By and large, investors don’t yet seem to understand that a great HCV cocktail need not consist of component drugs that are individually great when used with interferon and ribavirin.



I just want to make sure I understand your point here. Are you saying that investors haven't necessarily subscribed to the theory of the need for multiple direct-acting antivirals in conjunction with interferon and ribavirin? And, if the thinking is that only one direct-acting antiviral is necessary, presumably because VRTX is so far ahead of everyone else, that's why it has been assigned such a huge market cap premium over its HCV competition.

R7128 did show kidney tox in monkeys, so it’s not out of the woods yet on safety. The phase-2 R7128+SoC trial includes a preliminary mini-trial in which a few patients in each trial arm are checked for kidney abnormalities before the main portion of the trial can be fully enrolled.



I think we touched on the kidney tox in monkeys before. But I believe you noted that it was only seen at a really high dose, one that is much greater than the doses used in human clinical trials. So, presumably there's not too great of a risk here, but we'll of course have to wait on the data.

A bigger issue with R7128 than the BID dosing is the very large 2,000mg/day daily load needed for efficacy, which may preclude R7128 from being co-formulated into an Atripla-like, all-in-one pill.



That's a good point.
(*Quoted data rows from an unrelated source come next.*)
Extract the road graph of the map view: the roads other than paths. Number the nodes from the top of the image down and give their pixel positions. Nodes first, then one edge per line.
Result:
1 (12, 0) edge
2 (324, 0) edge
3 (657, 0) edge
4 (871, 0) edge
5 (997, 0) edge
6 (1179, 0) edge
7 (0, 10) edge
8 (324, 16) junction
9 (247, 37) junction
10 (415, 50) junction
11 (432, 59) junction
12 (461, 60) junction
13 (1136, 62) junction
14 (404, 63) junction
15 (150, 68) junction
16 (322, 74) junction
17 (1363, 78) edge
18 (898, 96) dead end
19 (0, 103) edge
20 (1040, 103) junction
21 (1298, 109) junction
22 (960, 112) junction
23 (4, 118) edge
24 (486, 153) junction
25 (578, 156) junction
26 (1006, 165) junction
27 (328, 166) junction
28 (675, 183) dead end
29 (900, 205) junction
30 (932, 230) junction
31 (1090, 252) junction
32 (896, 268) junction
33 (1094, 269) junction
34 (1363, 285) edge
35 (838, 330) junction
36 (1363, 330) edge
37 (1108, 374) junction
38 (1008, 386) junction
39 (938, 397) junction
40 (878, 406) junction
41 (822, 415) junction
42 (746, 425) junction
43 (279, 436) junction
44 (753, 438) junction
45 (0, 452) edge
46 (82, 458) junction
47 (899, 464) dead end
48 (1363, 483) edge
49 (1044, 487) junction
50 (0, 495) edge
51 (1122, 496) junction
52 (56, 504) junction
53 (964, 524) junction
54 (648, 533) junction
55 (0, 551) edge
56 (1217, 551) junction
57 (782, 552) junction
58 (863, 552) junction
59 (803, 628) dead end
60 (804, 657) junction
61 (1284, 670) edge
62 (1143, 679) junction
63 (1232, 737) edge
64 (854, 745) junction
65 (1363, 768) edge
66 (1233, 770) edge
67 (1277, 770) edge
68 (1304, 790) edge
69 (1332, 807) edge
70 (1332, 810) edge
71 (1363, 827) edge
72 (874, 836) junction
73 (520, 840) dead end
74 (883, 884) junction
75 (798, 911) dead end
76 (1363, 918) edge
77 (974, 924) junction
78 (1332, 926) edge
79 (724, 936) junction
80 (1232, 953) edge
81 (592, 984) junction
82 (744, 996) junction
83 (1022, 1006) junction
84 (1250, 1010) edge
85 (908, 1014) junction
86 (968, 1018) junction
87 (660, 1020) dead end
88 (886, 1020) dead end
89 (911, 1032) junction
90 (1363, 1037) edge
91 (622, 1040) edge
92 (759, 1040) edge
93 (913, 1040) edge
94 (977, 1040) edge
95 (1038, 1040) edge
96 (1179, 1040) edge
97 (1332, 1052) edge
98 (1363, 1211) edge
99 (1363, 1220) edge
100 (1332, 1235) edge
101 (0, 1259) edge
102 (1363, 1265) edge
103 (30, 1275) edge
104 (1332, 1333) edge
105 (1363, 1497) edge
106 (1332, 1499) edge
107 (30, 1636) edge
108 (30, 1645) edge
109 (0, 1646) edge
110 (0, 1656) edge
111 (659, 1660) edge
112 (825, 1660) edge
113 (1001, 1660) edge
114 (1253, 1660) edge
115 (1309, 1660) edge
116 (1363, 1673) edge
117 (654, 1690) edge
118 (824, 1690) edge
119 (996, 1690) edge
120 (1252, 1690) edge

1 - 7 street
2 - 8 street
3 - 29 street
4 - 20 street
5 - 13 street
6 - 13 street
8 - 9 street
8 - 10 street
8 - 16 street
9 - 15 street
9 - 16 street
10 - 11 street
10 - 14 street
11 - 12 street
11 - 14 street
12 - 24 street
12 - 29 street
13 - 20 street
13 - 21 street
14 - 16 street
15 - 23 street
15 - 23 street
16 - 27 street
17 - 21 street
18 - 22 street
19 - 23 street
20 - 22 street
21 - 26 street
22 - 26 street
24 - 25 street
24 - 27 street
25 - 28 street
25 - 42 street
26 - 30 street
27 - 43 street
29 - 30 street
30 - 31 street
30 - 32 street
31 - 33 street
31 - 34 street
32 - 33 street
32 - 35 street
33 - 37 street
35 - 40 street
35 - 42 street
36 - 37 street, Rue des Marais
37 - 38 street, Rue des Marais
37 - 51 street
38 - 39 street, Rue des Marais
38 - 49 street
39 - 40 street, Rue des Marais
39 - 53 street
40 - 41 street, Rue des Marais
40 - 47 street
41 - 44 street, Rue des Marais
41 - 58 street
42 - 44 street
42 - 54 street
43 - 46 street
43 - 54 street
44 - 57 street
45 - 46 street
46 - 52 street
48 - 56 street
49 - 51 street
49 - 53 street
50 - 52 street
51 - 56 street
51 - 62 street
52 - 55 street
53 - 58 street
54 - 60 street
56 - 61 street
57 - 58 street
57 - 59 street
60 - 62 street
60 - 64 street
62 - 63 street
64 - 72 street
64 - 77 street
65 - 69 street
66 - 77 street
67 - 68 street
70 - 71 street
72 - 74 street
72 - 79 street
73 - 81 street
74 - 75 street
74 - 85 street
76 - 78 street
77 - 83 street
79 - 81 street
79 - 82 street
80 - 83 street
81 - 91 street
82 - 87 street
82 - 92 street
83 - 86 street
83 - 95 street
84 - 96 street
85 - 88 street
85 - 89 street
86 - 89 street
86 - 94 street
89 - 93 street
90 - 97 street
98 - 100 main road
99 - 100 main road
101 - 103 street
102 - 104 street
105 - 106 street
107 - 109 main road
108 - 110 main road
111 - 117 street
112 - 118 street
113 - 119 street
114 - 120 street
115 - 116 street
Although, how soon do you think an all-in-one pill consisting of multiple direct-acting HCV antivirals will be the norm? Having the potential to be first to market in the nuke class, assuming R7128 continues to prove safe and efficacious, VRUS would presumably be able to enjoy significant revenue until the arrival of an all-in-one pill. The question, of course, is how much time is that?

One plus for VRUS is that they do have the backup nucleotide that just entered Phase I, which is supposedly 20 times more potent than R7128. That could be their answer for the nuke portion of an all-in-one pill. Obviously, there is plenty of competition now in this class.